O dimensionamento de ancoragens em Joinville exige que cada etapa de investigação e projeto converse com a anterior. Nossa atuação cobre desde a caracterização geotécnica preliminar até a verificação de desempenho em obra, sempre com foco na realidade dos solos da região.

Ensaios de arrancamento e recebimento

Executamos provas de carga estática em ancoragens conforme a NBR 5629, com incrementos de carga controlados por célula hidráulica calibrada e leitura de deslocamentos por deflectômetros digitais. Em Joinville, aplicamos o ensaio básico em 10% dos tirantes e o ensaio de recebimento em 100%, registrando a fluência e o deslocamento residual para validar a carga de trabalho adotada no projeto.

Projeto executivo de contenções ancoradas

Desenvolvemos o memorial de cálculo completo para cortinas atirantadas, considerando empuxos de terra e água, sobrecargas de edificações vizinhas e a estratigrafia local. O dimensionamento do bulbo é feito com base nos parâmetros de resistência obtidos em ensaios triaxiais e na correlação com os índices de resistência à penetração, definindo comprimento, diâmetro e pressão de injeção para cada linha de ancoragem.

Monitoramento de carga e deslocamentos

Instalamos células de carga e marcos topográficos para acompanhar a evolução das tensões nos tirantes durante a escavação e a vida útil da contenção. Em obras no centro de Joinville, onde o espaço é exíguo e as edificações lindeiras são antigas, esse monitoramento é essencial para detectar precocemente qualquer perda de protensão ou movimentação atípica da cortina.

Perguntas mais comuns

Qual o custo de um projeto de ancoragens ativas em Joinville?

O custo final depende da complexidade da contenção, do número de linhas de tirantes e da extensão da campanha de sondagens necessária para caracterizar o maciço.

Qual a diferença entre ancoragem ativa e passiva?

A ancoragem ativa recebe protensão após a execução, comprimindo o maciço contra a estrutura de contenção e limitando deslocamentos desde o início.

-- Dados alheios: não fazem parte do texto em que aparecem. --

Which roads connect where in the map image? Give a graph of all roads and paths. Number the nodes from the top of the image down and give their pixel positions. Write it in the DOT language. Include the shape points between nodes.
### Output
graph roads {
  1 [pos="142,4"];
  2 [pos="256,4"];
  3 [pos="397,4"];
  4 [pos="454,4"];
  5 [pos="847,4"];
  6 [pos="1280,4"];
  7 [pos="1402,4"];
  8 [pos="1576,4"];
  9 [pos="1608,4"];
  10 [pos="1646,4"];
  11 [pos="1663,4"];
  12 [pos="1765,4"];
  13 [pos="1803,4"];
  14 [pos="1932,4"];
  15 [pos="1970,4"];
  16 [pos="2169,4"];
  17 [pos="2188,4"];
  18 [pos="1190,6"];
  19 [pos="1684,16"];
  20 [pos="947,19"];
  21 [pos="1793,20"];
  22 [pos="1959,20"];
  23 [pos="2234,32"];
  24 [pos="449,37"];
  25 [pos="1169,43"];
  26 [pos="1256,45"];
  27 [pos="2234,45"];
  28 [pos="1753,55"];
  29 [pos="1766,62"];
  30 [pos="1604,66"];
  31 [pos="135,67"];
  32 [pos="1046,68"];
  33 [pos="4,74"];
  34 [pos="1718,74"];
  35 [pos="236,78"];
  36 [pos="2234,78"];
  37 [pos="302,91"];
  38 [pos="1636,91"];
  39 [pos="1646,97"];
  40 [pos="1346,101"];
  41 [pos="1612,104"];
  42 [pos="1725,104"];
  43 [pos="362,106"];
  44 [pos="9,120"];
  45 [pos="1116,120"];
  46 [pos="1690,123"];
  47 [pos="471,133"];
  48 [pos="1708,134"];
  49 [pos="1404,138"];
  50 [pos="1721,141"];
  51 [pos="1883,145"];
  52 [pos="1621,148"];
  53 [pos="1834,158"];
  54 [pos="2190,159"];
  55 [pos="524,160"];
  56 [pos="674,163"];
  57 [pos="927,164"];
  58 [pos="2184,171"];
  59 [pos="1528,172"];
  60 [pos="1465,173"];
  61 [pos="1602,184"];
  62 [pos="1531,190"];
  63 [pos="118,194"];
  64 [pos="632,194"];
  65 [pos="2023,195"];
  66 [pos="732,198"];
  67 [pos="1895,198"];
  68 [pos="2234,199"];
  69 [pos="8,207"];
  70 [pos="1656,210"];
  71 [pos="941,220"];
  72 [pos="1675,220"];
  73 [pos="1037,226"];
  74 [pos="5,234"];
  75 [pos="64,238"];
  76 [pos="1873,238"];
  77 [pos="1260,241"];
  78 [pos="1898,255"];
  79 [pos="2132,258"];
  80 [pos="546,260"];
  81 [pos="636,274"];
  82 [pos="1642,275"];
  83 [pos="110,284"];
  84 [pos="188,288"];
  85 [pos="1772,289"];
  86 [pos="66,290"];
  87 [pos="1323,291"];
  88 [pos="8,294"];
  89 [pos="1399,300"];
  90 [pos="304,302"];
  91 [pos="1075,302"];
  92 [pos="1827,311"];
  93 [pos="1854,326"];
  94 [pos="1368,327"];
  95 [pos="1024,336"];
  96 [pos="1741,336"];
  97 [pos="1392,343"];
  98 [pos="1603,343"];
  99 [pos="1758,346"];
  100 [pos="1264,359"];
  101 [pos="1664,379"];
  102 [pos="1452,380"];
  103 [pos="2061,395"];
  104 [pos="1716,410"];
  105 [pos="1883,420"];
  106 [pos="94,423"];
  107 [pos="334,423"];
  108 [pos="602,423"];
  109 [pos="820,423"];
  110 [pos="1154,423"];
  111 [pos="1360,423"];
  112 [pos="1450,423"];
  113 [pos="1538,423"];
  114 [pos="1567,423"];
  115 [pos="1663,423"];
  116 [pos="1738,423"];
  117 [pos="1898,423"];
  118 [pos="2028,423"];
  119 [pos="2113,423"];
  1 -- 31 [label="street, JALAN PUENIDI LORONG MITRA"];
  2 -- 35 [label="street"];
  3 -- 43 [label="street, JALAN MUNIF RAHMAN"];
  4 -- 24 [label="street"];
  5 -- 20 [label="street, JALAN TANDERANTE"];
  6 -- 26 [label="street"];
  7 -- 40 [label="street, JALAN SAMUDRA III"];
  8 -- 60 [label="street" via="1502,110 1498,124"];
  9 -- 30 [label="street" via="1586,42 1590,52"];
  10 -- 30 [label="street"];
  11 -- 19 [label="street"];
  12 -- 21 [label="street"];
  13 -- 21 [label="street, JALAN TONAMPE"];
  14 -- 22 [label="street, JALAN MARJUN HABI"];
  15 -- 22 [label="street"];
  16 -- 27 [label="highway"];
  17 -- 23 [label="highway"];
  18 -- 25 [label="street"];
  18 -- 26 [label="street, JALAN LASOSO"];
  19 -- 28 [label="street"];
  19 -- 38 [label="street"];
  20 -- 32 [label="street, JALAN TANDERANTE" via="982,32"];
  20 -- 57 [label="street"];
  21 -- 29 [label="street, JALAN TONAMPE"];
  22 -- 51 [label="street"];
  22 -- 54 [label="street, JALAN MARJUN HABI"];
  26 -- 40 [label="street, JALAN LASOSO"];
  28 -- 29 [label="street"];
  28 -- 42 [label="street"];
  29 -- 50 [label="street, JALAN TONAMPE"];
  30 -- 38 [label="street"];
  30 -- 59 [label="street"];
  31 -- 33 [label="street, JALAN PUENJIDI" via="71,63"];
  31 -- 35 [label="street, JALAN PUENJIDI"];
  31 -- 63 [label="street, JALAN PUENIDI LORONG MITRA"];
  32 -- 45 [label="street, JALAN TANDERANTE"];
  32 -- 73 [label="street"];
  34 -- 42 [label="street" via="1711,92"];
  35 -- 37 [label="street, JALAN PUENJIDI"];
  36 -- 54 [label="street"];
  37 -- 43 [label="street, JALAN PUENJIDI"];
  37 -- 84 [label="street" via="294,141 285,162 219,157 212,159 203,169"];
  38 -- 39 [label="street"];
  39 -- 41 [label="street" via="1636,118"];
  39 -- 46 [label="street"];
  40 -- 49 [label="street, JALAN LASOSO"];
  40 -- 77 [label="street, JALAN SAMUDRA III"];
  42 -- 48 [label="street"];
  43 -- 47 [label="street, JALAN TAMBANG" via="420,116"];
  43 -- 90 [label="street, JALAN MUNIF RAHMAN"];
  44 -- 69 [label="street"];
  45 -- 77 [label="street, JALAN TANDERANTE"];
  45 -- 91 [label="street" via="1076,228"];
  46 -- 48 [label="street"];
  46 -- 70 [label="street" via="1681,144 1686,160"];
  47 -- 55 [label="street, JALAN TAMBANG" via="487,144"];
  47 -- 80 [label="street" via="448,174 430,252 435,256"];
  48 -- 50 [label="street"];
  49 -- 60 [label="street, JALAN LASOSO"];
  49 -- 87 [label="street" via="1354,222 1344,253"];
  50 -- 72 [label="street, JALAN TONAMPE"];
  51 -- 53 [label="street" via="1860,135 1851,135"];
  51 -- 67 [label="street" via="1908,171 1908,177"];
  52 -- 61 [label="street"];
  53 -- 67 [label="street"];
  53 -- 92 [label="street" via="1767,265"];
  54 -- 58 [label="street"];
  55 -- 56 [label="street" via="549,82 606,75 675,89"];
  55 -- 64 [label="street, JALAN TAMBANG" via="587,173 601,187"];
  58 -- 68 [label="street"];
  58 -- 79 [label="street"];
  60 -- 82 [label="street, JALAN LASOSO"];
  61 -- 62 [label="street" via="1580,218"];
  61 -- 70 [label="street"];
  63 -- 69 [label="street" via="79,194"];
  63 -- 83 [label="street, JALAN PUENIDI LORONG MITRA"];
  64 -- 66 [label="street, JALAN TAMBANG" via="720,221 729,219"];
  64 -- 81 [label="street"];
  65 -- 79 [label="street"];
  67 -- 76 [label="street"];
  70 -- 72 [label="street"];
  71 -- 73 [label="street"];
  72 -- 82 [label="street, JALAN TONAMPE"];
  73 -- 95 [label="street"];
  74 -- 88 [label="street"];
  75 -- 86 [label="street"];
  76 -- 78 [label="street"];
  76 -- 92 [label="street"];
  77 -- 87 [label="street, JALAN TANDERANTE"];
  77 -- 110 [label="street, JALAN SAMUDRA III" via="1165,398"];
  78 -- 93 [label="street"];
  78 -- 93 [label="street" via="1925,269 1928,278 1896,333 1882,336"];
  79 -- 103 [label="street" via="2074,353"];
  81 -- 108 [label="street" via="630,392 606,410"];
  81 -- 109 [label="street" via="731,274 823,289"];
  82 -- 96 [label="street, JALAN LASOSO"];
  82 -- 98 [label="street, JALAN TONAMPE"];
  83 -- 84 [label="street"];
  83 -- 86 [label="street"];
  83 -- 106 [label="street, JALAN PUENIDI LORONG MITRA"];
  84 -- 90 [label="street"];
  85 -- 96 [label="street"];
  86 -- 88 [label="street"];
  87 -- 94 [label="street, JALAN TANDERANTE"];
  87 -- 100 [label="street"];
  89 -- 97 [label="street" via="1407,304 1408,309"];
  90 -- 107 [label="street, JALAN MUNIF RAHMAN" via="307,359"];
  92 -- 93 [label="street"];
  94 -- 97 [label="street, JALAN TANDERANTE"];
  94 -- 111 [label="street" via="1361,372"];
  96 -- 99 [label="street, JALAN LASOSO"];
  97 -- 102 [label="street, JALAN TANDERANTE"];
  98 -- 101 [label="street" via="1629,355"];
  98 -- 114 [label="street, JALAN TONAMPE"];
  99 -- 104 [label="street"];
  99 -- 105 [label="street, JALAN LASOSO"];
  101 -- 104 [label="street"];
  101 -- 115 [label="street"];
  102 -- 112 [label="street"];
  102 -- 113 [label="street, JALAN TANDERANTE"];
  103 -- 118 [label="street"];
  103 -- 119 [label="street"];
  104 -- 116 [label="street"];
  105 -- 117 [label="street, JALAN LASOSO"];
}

A ancoragem passiva só entra em carga quando o maciço se deforma, sendo indicada para situações onde pequenos deslocamentos são admissíveis. Em Joinville, as ativas predominam em contenções urbanas, onde a proximidade de edificações exige controle rigoroso de recalques.

Como é definido o comprimento do bulbo de injeção?

O comprimento do bulbo é calculado com base na carga de trabalho do tirante e na resistência ao cisalhamento na interface solo-calda de cimento. Utilizamos os resultados de sondagens SPT e ensaios de laboratório para estimar o atrito lateral unitário. Em solos de alteração de granito típicos de Joinville, o bulbo costuma ter entre 6 e 12 metros, sempre verificado por prova de carga conforme a ABNT NBR 5629.

É possível executar ancoragens em solo mole?

Sim, desde que se utilize injeção em múltiplos estágios com válvulas manchete (tube-à-manchette) para melhorar o contato bulbo-terreno. Nas argilas moles da bacia do Rio Cachoeira, em Joinville, essa técnica permite atingir cargas de trabalho de até 300 kN, mas exige controle rigoroso da pressão de injeção para evitar fraturamento hidráulico e perda de calda para o maciço.

Quanto tempo dura uma ancoragem permanente?

Uma ancoragem permanente projetada e executada conforme a NBR 5629 deve ter vida útil compatível com a estrutura a que serve, tipicamente 50 a 75 anos. A durabilidade depende da proteção anticorrosiva (dupla bainha em tirantes permanentes), da qualidade da calda de cimento e do controle de agressividade do solo. Em Joinville, onde o pH do solo superficial pode ser baixo, a dupla proteção é obrigatória.